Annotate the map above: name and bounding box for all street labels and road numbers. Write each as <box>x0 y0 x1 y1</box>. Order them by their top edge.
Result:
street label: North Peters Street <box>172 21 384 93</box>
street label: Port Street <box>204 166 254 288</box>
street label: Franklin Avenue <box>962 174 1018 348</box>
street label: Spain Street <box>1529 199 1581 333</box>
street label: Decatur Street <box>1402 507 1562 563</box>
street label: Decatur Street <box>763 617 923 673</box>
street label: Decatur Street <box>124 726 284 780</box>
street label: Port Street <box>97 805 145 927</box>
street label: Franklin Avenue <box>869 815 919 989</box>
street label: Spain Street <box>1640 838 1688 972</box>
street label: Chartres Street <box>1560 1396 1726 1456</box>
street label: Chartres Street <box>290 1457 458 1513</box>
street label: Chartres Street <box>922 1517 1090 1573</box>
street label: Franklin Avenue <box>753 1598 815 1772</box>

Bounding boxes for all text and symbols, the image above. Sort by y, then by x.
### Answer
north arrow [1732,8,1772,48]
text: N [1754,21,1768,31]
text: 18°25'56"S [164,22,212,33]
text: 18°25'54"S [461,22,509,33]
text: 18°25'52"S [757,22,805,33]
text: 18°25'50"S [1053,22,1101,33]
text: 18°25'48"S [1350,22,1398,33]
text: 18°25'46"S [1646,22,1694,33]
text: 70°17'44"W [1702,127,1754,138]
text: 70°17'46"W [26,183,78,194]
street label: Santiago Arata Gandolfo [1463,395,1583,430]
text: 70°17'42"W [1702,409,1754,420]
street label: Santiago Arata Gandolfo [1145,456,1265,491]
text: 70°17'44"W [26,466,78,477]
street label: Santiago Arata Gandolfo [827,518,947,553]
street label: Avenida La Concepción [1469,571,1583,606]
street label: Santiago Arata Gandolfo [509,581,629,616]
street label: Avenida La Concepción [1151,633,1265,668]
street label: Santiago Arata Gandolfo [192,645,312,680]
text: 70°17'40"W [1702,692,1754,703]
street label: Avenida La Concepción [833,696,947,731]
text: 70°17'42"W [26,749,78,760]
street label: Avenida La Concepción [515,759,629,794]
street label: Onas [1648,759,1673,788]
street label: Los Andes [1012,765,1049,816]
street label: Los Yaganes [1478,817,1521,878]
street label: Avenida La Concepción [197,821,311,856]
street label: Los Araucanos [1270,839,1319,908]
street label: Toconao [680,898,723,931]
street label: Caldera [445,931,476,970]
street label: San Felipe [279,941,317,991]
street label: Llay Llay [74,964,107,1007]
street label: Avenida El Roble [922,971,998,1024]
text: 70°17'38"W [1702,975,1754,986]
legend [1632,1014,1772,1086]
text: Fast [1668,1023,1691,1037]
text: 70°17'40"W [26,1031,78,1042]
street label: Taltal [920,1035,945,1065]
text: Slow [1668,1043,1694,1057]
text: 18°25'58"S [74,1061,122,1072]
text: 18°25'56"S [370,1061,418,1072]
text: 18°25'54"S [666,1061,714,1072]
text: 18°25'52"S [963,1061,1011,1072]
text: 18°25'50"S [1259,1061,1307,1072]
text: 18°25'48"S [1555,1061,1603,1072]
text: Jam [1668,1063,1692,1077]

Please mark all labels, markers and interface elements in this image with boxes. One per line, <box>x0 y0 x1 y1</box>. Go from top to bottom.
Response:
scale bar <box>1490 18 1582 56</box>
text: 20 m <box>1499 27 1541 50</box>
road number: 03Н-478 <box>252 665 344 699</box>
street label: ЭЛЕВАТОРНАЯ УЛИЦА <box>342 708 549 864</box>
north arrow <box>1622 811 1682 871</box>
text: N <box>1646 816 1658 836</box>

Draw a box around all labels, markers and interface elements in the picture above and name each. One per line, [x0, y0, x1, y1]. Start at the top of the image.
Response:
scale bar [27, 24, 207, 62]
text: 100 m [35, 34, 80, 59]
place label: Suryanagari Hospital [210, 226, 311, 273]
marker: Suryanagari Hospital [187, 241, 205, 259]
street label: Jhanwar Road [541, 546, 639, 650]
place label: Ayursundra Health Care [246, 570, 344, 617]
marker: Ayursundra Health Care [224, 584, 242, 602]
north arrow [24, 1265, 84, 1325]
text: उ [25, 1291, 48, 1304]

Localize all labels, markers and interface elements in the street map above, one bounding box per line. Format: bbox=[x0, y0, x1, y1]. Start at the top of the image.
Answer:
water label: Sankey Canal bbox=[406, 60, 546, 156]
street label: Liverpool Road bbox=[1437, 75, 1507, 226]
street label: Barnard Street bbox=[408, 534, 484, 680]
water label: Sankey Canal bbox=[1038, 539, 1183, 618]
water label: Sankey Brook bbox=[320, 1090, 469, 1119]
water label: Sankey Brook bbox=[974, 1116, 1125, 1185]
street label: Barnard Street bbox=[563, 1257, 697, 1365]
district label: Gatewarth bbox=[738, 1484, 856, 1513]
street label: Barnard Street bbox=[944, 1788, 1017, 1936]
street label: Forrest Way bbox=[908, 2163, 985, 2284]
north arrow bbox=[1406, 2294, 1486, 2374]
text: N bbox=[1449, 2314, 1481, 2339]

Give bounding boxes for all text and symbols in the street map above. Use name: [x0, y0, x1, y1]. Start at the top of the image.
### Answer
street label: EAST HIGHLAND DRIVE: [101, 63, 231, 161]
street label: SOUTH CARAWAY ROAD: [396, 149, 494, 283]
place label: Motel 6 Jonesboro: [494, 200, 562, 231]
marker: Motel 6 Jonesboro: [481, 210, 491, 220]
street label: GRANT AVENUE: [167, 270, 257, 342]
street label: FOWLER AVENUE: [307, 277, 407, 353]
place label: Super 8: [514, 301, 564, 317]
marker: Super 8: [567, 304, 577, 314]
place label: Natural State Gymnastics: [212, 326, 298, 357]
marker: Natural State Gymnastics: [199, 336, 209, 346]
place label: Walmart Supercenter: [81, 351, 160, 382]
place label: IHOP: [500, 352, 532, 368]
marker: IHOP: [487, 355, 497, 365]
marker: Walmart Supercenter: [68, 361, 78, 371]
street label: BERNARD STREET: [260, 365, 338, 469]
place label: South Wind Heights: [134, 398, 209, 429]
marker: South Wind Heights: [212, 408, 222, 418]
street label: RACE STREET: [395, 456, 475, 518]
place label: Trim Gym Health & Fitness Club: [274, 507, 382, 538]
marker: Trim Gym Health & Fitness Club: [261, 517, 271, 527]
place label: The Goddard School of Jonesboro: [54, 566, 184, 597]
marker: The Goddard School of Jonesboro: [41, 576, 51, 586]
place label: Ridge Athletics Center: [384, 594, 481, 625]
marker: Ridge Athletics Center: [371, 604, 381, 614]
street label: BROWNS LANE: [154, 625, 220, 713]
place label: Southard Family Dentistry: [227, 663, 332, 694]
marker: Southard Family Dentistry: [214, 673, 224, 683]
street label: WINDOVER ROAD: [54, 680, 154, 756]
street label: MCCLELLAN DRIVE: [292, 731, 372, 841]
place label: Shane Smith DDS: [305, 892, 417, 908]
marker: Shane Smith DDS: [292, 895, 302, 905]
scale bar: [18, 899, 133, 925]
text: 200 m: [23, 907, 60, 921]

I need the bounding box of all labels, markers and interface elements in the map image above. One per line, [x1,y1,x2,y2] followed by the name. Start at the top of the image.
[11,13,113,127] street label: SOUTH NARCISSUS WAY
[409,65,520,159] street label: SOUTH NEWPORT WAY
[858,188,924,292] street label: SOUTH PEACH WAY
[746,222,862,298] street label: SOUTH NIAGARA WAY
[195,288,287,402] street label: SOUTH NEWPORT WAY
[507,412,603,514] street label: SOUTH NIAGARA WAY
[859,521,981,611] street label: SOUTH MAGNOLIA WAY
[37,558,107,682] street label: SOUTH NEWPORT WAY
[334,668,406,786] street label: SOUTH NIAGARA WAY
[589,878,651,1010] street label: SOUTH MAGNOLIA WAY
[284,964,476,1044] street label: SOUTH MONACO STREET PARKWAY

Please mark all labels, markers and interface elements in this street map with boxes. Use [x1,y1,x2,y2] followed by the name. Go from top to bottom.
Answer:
|---|
▸ What the task requires:
Exactly repeat the lines above, from the opening line through the one with "Bounding boxes for all text and symbols, the", and include nothing else.

▸ Answer to the exercise:
Annotate the map above: name and bounding box for all street labels and road numbers. Write each as <box>x0 y0 x1 y1</box>. Order them by their top edge.
Result:
street label: North Peters Street <box>172 21 384 93</box>
street label: Port Street <box>204 166 254 288</box>
street label: Franklin Avenue <box>962 174 1018 348</box>
street label: Spain Street <box>1529 199 1581 333</box>
street label: Decatur Street <box>1402 507 1562 563</box>
street label: Decatur Street <box>763 617 923 673</box>
street label: Decatur Street <box>124 726 284 780</box>
street label: Port Street <box>97 805 145 927</box>
street label: Franklin Avenue <box>869 815 919 989</box>
street label: Spain Street <box>1640 838 1688 972</box>
street label: Chartres Street <box>1560 1396 1726 1456</box>
street label: Chartres Street <box>290 1457 458 1513</box>
street label: Chartres Street <box>922 1517 1090 1573</box>
street label: Franklin Avenue <box>753 1598 815 1772</box>

Bounding boxes for all text and symbols, the image above. Sort by y, then by x.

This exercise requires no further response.